Writing out your last will and testament in your thirties or forties is smart. You never know when or how you will pass away. However, if you live past a ripe old age, you may want to revisit that will a few more times to update it. Changes that are necessary to a will ensure that your heirs and your executor of your estate will be the right ones at the end.
Changes in Heirs
The biggest change in life involves your heirs. In your twenties and thirties, your heirs may be your spouse, your parents, your nieces and nephews, or any children you have. Spring ahead ten or fifteen years and that could look very different. Your parents may have passed away, you could be divorced, or maybe your children have decided to shun you.
You have to go back in to see your lawyer to change a major section of your will. Depending on who is still alive and who is still part of your life, you will need to make these alterations to reflect the correct assets going to the correct people. This could change again in another ten or twenty years, so you may have to do this again.

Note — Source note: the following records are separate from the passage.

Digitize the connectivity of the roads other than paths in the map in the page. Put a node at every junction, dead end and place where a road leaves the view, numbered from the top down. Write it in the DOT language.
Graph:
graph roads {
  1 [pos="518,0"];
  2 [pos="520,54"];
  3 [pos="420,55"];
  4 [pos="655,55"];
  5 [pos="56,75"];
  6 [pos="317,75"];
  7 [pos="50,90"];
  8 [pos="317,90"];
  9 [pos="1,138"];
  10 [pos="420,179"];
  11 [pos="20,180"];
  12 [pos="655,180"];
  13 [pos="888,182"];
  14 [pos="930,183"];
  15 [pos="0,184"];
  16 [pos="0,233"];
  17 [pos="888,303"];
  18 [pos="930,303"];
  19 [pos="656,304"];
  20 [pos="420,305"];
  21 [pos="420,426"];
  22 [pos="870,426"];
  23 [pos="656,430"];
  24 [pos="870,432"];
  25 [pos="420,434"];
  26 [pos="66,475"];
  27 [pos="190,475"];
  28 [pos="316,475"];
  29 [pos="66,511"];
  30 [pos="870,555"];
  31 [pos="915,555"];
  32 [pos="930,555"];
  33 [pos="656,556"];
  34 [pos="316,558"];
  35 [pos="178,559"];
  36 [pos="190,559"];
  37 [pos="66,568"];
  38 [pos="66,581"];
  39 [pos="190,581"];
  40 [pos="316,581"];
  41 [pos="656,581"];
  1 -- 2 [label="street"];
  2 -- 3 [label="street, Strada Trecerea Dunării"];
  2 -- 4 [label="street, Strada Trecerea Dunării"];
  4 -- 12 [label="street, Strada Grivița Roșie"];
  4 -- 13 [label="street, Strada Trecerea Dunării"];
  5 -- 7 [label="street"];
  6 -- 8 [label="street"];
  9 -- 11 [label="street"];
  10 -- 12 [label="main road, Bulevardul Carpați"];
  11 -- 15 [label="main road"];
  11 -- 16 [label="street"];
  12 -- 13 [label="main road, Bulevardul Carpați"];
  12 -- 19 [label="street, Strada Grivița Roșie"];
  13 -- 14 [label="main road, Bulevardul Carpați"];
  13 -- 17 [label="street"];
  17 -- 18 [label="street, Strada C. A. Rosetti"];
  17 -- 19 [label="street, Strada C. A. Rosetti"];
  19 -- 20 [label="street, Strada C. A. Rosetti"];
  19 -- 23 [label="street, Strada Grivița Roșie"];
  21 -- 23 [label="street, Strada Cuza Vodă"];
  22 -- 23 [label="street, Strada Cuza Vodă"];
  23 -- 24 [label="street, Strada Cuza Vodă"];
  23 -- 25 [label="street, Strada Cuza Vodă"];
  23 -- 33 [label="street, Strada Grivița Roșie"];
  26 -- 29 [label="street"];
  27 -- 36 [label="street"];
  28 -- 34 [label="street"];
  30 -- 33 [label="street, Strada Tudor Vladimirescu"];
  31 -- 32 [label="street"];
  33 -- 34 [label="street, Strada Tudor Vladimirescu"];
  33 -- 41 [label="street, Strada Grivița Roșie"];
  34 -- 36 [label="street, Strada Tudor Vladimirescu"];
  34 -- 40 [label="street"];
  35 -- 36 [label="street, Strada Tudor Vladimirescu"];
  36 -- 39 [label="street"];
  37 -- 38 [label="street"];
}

Another thing to consider is disinheriting people or disowning children. It does happen, and if you decide that one or more of your kids should not receive anything from your estate, you will need to write them out of your will. If you’re worried about writing them out because you might want to write them back in, it isn’t an issue. You can change your section on heirs and inheritance as often as you need to.
Changes in Assets
Maybe you write your will out initially because you have some assets or you have a lot of assets. As time goes on, you may lose all of those assets, or maybe your assets grow and you have a lot more to disperse. When there are changes in assets, you will need to change your will. People can amass a lot of wealth over several decades and then realize that all that they have amassed has not been assigned to any heir. That’s a major problem if you don’t see your lawyer and change your will to reflect that.
Changing Your Executor
An executor is someone you assign to handle your affairs of state after you pass away. It has to be someone you trust. A lot of people begin this process by assigning the executor position to a spouse. Then they realize that their spouse could pass away at the same time or pass away before them. They assign an adult child to the job. However, you may come to distrust the person you assign as executor. If that happens, it is vital that you change your will so that the right person becomes your executor when it’s time.
It is also possible to assign the executor position to your lawyer or law firm. However, a lawyer isn’t as close to you as a trusted family member or friend. Your lawyer might not know how to proceed if an unusual situation arises with your will after you’re gone. Lawyers generally will act as backup executors in the off-chance that those you would assign as executors to your estate have died or are unwilling to do the job.
Codicils and Changes to Codicils
Codicils are additions to a will. They are meant to explain very specific instructions either in the will or in addition to what the will already says. Some people might add a codicil to award something to someone that was particularly special to them, or they might have some unique guidelines for the dispersal of their estate. For example, they might add a codicil that stipulates that a video via email be sent out automatically when they have not logged into an account after a certain number of days.
If you have included any codicils in your will, you can change these too. Modifications to codicils are also called codicils, but the modification codicils are added into the will immediately following the codicils they are intended to modify. Discuss at length any special instructions you want to include in your will or any established trusts you want to make with your lawyer.